6. Do students realise how challenging it can sometimes be to stay sincere and credible in your profession?

 Yes, those who take their PhD seriously and know what is at stake. A PhD is not an easy ride, and students who understand the gravity of it, the sacrifices they must make, and the challenges truly understand the credibility of this profession.

7. What are some of the biggest challenges that you have faced in your profession?

The challenge I would be talking about is not only something that I face; rather, it is something that most individuals who are in my domain or work from inside a laboratory setup face. Funds are the biggest constraints when it comes to research work. Limited funds often, at times, result in a limited scope of research. So, I think if the flow of funds becomes more flexible, that could result in more advanced labs and more students taking up these career paths, resulting in a more flourishing Indian academia.

8. Is there a memory that has made becoming a professor worthwhile?

 The joy that I see on my students’ faces when they get their experiments and research right after extreme hard work and when their work gets acknowledged under the different constraints that we worked on makes being a professor rewarding.

9. What is an important skill you have learned while being a professor? 

 Patience. A diverse range of students means that patience is one skill that you must have.

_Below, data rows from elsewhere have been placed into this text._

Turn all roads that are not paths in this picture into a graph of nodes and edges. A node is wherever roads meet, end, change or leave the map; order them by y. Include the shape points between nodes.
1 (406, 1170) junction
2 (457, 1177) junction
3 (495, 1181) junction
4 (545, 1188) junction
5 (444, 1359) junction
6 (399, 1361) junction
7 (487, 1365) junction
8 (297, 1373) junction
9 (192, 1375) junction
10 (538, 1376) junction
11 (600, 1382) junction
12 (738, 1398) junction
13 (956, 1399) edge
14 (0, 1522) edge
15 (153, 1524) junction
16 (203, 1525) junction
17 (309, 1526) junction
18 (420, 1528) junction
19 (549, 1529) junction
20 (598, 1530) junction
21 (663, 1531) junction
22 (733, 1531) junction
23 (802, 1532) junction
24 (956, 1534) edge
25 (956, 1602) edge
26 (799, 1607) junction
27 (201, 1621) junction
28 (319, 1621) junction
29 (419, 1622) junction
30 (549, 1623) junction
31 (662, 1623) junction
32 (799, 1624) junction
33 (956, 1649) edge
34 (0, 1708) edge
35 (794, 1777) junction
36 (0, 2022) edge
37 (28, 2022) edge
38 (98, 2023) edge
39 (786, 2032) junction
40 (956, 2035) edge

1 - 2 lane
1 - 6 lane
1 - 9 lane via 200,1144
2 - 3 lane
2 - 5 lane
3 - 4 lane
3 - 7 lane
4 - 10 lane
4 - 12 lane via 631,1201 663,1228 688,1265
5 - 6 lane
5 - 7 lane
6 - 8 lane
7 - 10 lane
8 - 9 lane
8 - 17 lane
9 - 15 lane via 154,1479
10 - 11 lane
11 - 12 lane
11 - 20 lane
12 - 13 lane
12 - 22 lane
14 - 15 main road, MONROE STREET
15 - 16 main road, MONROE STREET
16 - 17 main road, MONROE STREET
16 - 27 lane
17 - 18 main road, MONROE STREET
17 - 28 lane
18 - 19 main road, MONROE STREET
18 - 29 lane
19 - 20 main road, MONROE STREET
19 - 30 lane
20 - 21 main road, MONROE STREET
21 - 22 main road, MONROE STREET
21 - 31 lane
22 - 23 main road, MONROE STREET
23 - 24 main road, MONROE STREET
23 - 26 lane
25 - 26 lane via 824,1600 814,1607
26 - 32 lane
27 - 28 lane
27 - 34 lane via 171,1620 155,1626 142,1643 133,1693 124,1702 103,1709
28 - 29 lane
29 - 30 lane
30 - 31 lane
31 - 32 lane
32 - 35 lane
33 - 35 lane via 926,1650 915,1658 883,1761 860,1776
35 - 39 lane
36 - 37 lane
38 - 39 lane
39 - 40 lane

I always focus on the overall well-being of my students while they are under my supervision, making them understand how every opportunity can be used as a pathway towards growth and learning.

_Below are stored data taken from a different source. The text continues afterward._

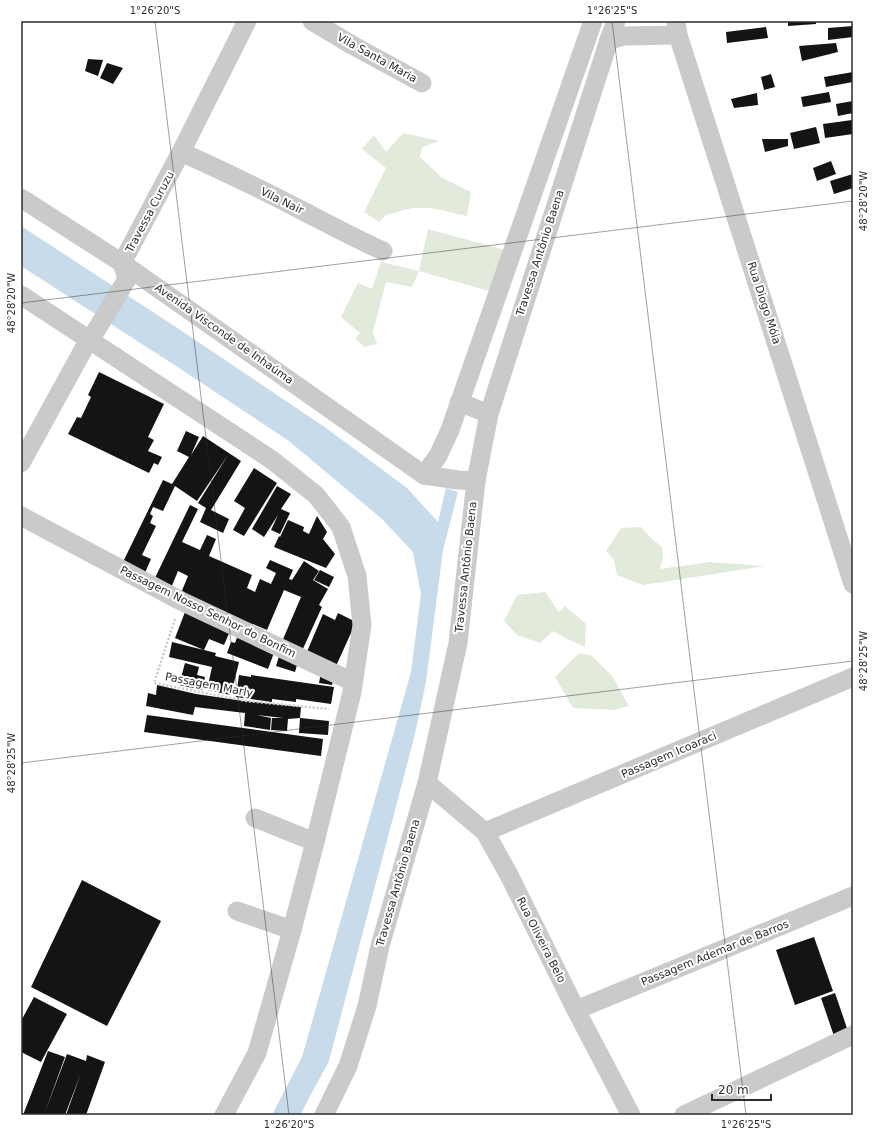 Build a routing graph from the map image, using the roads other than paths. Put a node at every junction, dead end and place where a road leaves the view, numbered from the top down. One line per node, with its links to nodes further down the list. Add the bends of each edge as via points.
1 (247, 21): 8 (street, Travessa Curuzu)
2 (312, 21): 7 (street, Vila Santa Maria, via 352,46)
3 (593, 21): 14 (street)
4 (616, 21): 6 (street, Travessa Antônio Baena)
5 (677, 28): 6 (street); 20 (street, Rua Diogo Móia)
6 (609, 40): 15 (street, Travessa Antônio Baena)
7 (422, 83)
8 (181, 152): 10 (street, Vila Nair); 11 (street, Travessa Curuzu)
9 (21, 198): 11 (street, Avenida Visconde de Inhaúma)
10 (383, 251)
11 (124, 271): 13 (street, Travessa Curuzu); 17 (street, Avenida Visconde de Inhaúma)
12 (21, 295): 13 (street)
13 (93, 335): 16 (street, Travessa Curuzu); 22 (street, via 272,460 316,495 340,527 357,576 362,625)
14 (459, 402): 15 (street); 17 (street, via 444,444)
15 (489, 414): 18 (street, Travessa Antônio Baena)
16 (21, 463)
17 (424, 475): 18 (street)
18 (476, 480): 23 (street, Travessa Antônio Baena, via 458,643)
19 (21, 516): 22 (street, Passagem Nosso Senhor do Bonfim, via 181,601)
20 (853, 584)
21 (853, 677): 25 (street, Passagem Icoaraci)
22 (353, 682): 26 (street)
23 (427, 783): 25 (street, Rua Oliveira Belo); 33 (street, Travessa Antônio Baena, via 380,946 367,1006 348,1066)
24 (255, 818): 26 (street)
25 (485, 832): 30 (street, Rua Oliveira Belo)
26 (315, 842): 29 (street)
27 (853, 896): 30 (street, Passagem Ademar de Barros)
28 (237, 911): 29 (street)
29 (292, 930): 32 (street, via 257,1053)
30 (576, 1010): 34 (street, Rua Oliveira Belo)
31 (853, 1035): 35 (street)
32 (224, 1115)
33 (324, 1115)
34 (631, 1115)
35 (684, 1115) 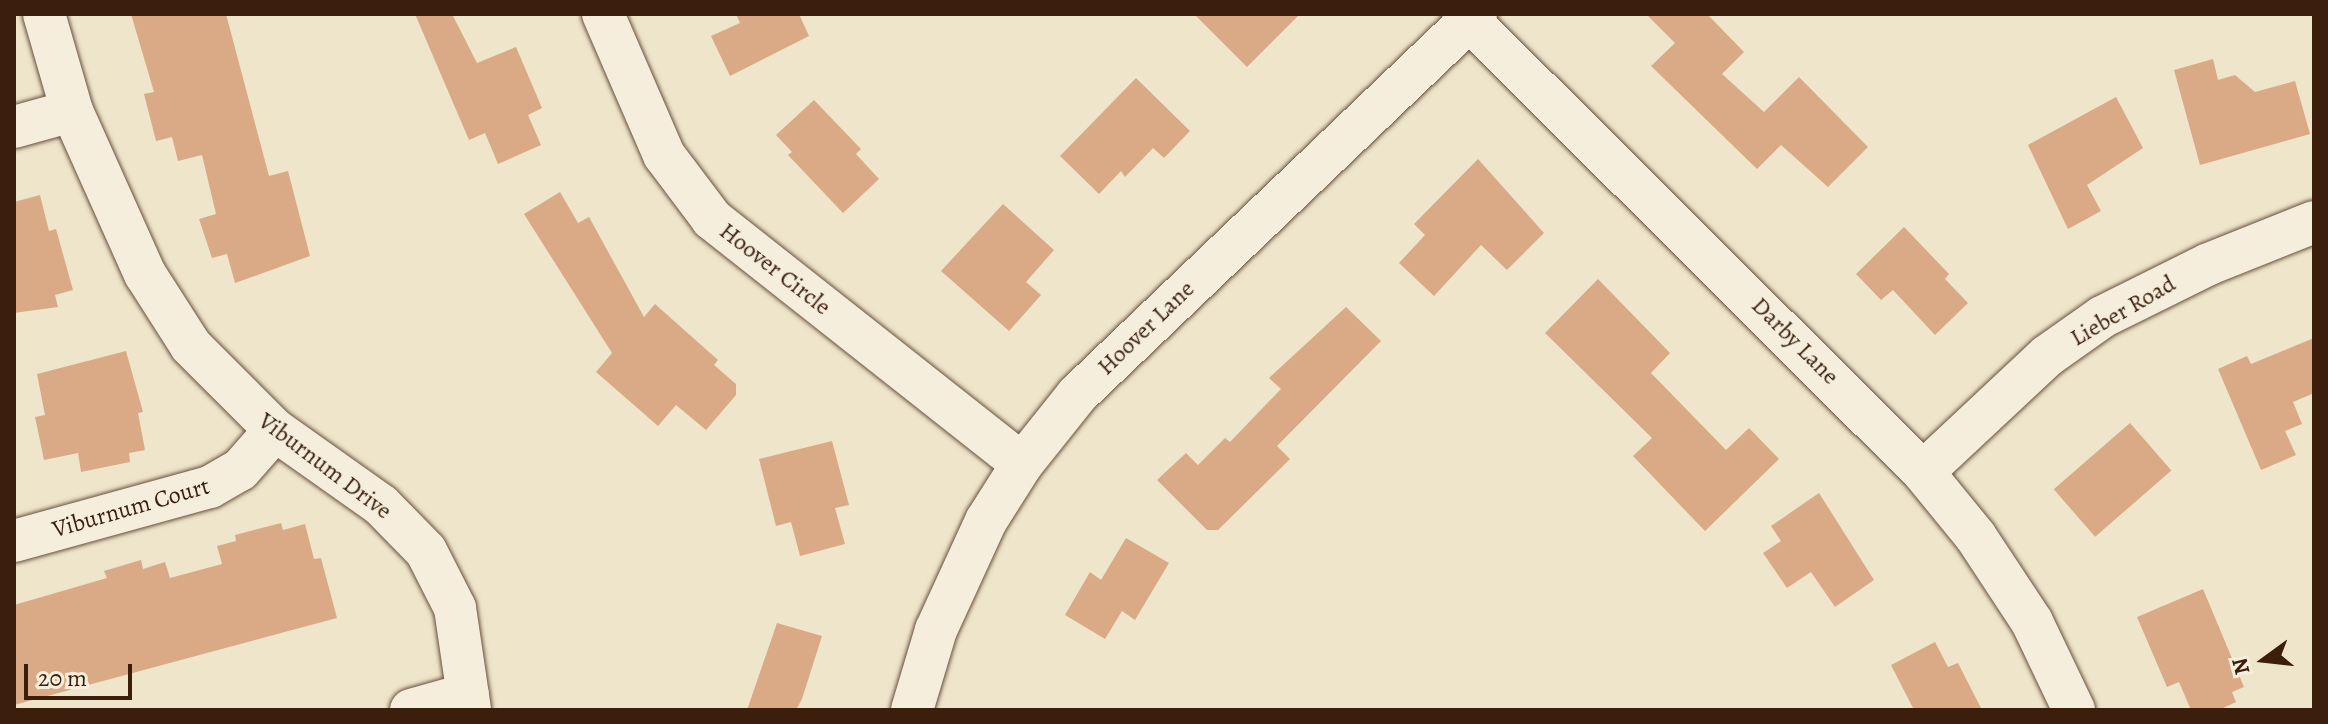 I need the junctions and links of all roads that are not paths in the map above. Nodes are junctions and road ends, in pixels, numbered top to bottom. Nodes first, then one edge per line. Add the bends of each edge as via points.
1 (44, 14) edge
2 (603, 14) edge
3 (1469, 16) edge
4 (72, 111) junction
5 (14, 127) edge
6 (2314, 222) edge
7 (275, 430) junction
8 (1022, 464) junction
9 (1923, 472) junction
10 (14, 541) edge
11 (469, 702) edge
12 (411, 710) edge
13 (912, 710) edge
14 (2074, 710) edge

1 - 4 street, Viburnum Drive
2 - 8 street, Hoover Circle via 670,167 712,219
3 - 8 street, Hoover Lane via 1108,362
3 - 9 street, Darby Lane
4 - 5 street
4 - 7 street, Viburnum Drive via 153,289 191,346
6 - 9 street, Lieber Road via 2209,264 2102,317 2047,356
7 - 10 street, Viburnum Court via 240,470 210,487
7 - 11 street, Viburnum Drive via 381,505 426,551 455,608
8 - 13 street, Hoover Lane via 986,521 942,614
9 - 14 street, Darby Lane via 1976,537 2026,612
11 - 12 street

10. What are some of the traits an individual should have if they wish to excel in this role? 

To my students, I always say that if you are entering this profession or wish to choose this career path, remember that it is a lifelong commitment. Your progress in the field of academia will never be similar to someone else’s; hence, never give up. If you are working hard, you will be rewarded. Having knowledge about your core subject is an integral factor; being honest with your research work is the second, while the last one would be to practice patience!

11. For students who are at the forefront of pursuing higher education and wish to choose this career as theirs, what would be your advice to them?

Do not lose hope. More so for the female students. When you enter this profession, you will notice gender biases in various parts of academia, but do not lose hope. More than the students, I would request that the families let their children be the best version of themselves, whether it’s entering the corporate world right after graduation or wanting to pursue further education and enter the world of academia. Take the leap of faith and go for what you want.